* [WHAT TO PRODUCE] Every record below is to be restated verbatim, though its images are not.

§ §

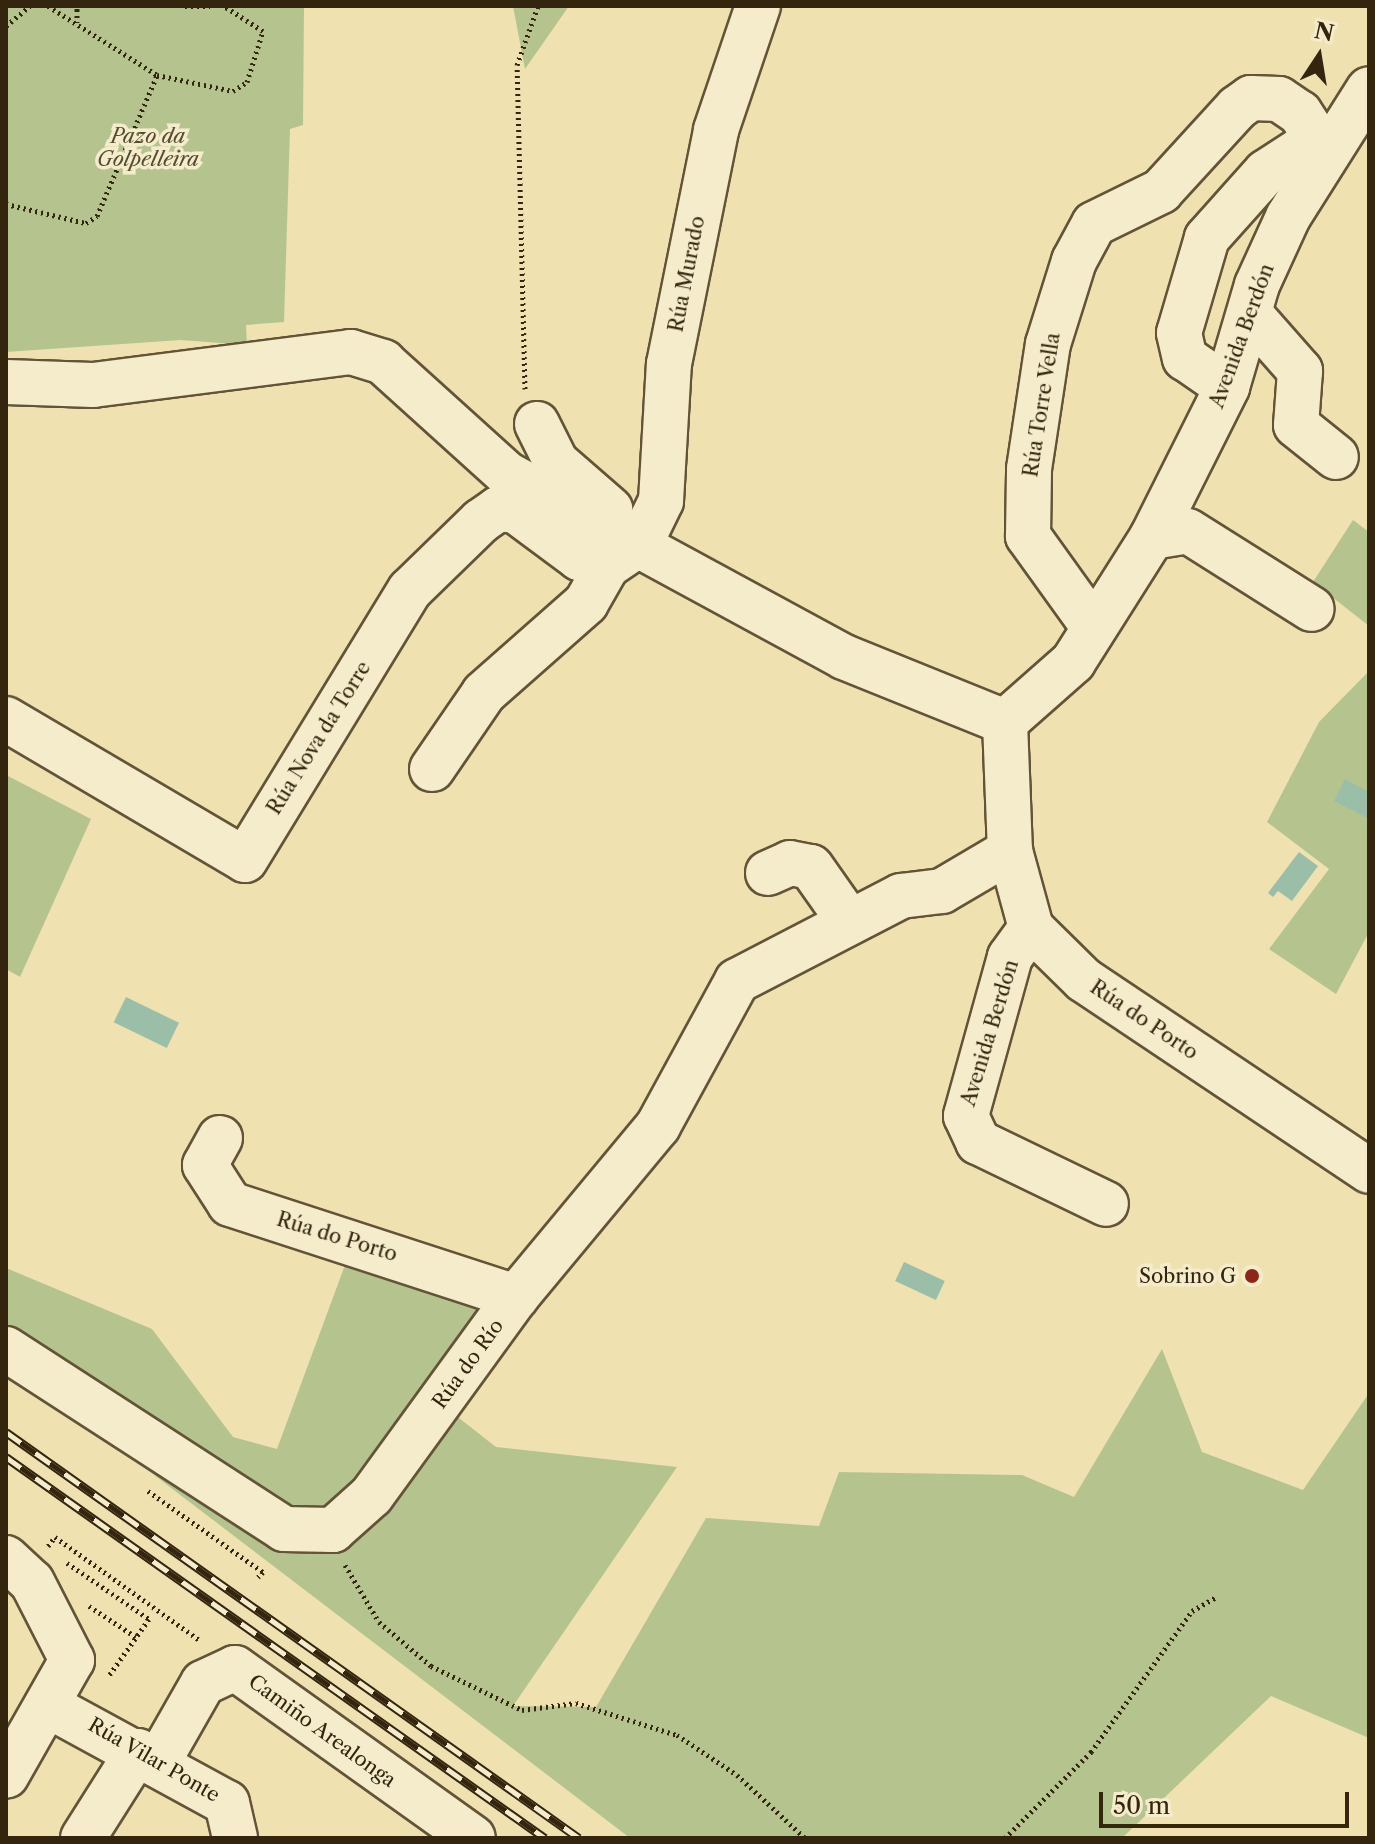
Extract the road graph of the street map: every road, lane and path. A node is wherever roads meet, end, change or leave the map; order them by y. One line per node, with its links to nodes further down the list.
1 (30, 6): 10 (path)
2 (48, 6): 9 (path)
3 (77, 6): 9 (path)
4 (185, 6): 5 (path)
5 (210, 6)
6 (224, 6): 11 (path)
7 (538, 6): 18 (path)
8 (758, 6): 21 (street, Rúa Murado)
9 (77, 23): 11 (path)
10 (6, 26)
11 (157, 75): 14 (path)
12 (1369, 89): 13 (street, Avenida Berdón)
13 (1324, 143): 15 (street, Avenida Berdón); 17 (street); 23 (street, Rúa Torre Vella)
14 (6, 204)
15 (1250, 314): 17 (street, Avenida Berdón); 19 (street)
16 (6, 382): 21 (street)
17 (1227, 387): 20 (street, Avenida Berdón)
18 (537, 424): 21 (street)
19 (1336, 457)
20 (1152, 537): 22 (street); 23 (street, Avenida Berdón)
21 (633, 548): 24 (street, Rúa Nova da Torre); 25 (street); 26 (street)
22 (1312, 609)
23 (1092, 625): 25 (street, Avenida Berdón)
24 (6, 719)
25 (1005, 722): 27 (street)
26 (432, 769)
27 (1010, 851): 29 (street, Rúa do Río); 30 (street)
28 (768, 873): 29 (street)
29 (849, 921): 34 (street, Rúa do Río)
30 (1031, 928): 32 (street, Rúa do Porto); 33 (street, Avenida Berdón)
31 (220, 1138): 34 (street, Rúa do Porto)
32 (1369, 1171)
33 (1106, 1204)
34 (516, 1297): 36 (street, Rúa do Río)
35 (6, 1349): 36 (street)
36 (333, 1530): 48 (path)
37 (6, 1558): 42 (street)
38 (74, 1596): 40 (path)
39 (1216, 1597): 49 (path)
40 (136, 1637): 41 (path); 42 (path)
41 (210, 1647)
42 (63, 1711): 43 (street, Rúa Vilar Ponte); 44 (street)
43 (148, 1757): 45 (street); 46 (street, Rúa Vilar Ponte); 47 (street, Camiño Arealonga)
44 (6, 1776)
45 (83, 1838)
46 (235, 1838)
47 (473, 1838)
48 (805, 1838)
49 (1005, 1838)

§ §

* [RESULT OF THE EXERCISE]
Extract the road graph of the street map: every road, lane and path. A node is wherever roads meet, end, change or leave the map; order them by y. One line per node, with its links to nodes further down the list.
1 (30, 6): 10 (path)
2 (48, 6): 9 (path)
3 (77, 6): 9 (path)
4 (185, 6): 5 (path)
5 (210, 6)
6 (224, 6): 11 (path)
7 (538, 6): 18 (path)
8 (758, 6): 21 (street, Rúa Murado)
9 (77, 23): 11 (path)
10 (6, 26)
11 (157, 75): 14 (path)
12 (1369, 89): 13 (street, Avenida Berdón)
13 (1324, 143): 15 (street, Avenida Berdón); 17 (street); 23 (street, Rúa Torre Vella)
14 (6, 204)
15 (1250, 314): 17 (street, Avenida Berdón); 19 (street)
16 (6, 382): 21 (street)
17 (1227, 387): 20 (street, Avenida Berdón)
18 (537, 424): 21 (street)
19 (1336, 457)
20 (1152, 537): 22 (street); 23 (street, Avenida Berdón)
21 (633, 548): 24 (street, Rúa Nova da Torre); 25 (street); 26 (street)
22 (1312, 609)
23 (1092, 625): 25 (street, Avenida Berdón)
24 (6, 719)
25 (1005, 722): 27 (street)
26 (432, 769)
27 (1010, 851): 29 (street, Rúa do Río); 30 (street)
28 (768, 873): 29 (street)
29 (849, 921): 34 (street, Rúa do Río)
30 (1031, 928): 32 (street, Rúa do Porto); 33 (street, Avenida Berdón)
31 (220, 1138): 34 (street, Rúa do Porto)
32 (1369, 1171)
33 (1106, 1204)
34 (516, 1297): 36 (street, Rúa do Río)
35 (6, 1349): 36 (street)
36 (333, 1530): 48 (path)
37 (6, 1558): 42 (street)
38 (74, 1596): 40 (path)
39 (1216, 1597): 49 (path)
40 (136, 1637): 41 (path); 42 (path)
41 (210, 1647)
42 (63, 1711): 43 (street, Rúa Vilar Ponte); 44 (street)
43 (148, 1757): 45 (street); 46 (street, Rúa Vilar Ponte); 47 (street, Camiño Arealonga)
44 (6, 1776)
45 (83, 1838)
46 (235, 1838)
47 (473, 1838)
48 (805, 1838)
49 (1005, 1838)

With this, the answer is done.